Check each line of the material below for "name" and copy those where it appears.

▼▼▼

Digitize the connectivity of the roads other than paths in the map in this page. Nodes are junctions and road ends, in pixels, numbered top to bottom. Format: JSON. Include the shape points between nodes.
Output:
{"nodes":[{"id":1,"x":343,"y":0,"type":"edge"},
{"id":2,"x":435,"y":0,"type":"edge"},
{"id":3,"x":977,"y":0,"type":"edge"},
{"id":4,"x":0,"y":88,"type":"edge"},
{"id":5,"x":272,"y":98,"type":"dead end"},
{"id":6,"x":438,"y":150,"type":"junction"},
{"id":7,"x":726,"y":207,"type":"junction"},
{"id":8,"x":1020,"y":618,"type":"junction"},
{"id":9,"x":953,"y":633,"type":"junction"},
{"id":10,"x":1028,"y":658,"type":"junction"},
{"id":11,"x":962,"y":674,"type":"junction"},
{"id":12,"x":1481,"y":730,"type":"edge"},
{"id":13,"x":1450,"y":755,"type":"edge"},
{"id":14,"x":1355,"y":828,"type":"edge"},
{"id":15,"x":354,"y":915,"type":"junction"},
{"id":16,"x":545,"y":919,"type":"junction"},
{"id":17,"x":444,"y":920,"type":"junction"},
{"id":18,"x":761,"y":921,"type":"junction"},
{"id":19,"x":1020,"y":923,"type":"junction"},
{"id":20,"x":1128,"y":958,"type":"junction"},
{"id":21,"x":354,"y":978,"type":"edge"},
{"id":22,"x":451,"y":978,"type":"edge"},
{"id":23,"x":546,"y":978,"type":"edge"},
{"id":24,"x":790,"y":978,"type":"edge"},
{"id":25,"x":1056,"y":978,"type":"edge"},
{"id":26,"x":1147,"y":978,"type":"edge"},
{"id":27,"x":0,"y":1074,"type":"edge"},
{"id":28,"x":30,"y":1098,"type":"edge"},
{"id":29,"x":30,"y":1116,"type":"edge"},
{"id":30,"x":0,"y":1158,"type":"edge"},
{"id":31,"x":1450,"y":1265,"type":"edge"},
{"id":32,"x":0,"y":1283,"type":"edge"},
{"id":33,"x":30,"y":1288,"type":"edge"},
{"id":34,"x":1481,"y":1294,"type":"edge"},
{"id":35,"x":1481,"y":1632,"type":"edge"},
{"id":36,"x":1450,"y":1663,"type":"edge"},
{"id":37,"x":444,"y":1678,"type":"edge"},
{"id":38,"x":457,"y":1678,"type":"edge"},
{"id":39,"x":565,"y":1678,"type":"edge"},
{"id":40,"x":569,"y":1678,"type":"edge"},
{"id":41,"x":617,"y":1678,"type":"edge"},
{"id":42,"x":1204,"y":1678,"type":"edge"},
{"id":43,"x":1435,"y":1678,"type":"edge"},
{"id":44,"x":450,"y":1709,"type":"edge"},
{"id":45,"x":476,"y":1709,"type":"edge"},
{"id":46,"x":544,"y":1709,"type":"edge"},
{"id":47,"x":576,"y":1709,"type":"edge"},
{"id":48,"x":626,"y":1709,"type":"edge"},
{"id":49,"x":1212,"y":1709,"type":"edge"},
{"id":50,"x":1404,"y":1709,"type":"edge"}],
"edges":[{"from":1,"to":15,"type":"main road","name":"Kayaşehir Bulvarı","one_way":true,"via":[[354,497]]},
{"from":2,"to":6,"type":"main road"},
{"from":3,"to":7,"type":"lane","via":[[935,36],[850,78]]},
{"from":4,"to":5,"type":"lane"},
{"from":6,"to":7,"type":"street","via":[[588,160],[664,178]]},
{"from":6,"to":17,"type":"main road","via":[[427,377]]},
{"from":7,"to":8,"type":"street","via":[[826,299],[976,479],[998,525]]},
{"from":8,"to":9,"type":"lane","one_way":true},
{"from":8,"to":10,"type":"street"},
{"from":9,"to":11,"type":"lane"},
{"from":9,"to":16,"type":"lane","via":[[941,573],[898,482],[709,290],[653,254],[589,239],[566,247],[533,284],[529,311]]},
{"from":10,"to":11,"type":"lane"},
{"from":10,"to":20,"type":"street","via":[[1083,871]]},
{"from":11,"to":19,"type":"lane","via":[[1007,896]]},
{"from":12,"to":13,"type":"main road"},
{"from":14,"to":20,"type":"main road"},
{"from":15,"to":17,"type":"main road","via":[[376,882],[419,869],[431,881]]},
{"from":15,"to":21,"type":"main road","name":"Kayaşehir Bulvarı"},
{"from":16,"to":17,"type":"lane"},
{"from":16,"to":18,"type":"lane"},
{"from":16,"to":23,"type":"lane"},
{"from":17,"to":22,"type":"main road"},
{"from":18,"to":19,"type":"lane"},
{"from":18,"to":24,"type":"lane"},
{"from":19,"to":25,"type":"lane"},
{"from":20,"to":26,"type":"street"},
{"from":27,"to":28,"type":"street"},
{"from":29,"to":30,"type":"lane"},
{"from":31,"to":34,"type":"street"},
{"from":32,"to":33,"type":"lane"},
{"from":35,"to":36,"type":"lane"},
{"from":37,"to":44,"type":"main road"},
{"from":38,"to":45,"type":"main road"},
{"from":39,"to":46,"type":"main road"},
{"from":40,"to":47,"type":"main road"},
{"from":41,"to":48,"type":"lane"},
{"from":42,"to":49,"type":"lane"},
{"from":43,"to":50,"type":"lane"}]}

▲▲▲

#### Response to the task
"edges":[{"from":1,"to":15,"type":"main road","name":"Kayaşehir Bulvarı","one_way":true,"via":[[354,497]]},
{"from":15,"to":21,"type":"main road","name":"Kayaşehir Bulvarı"},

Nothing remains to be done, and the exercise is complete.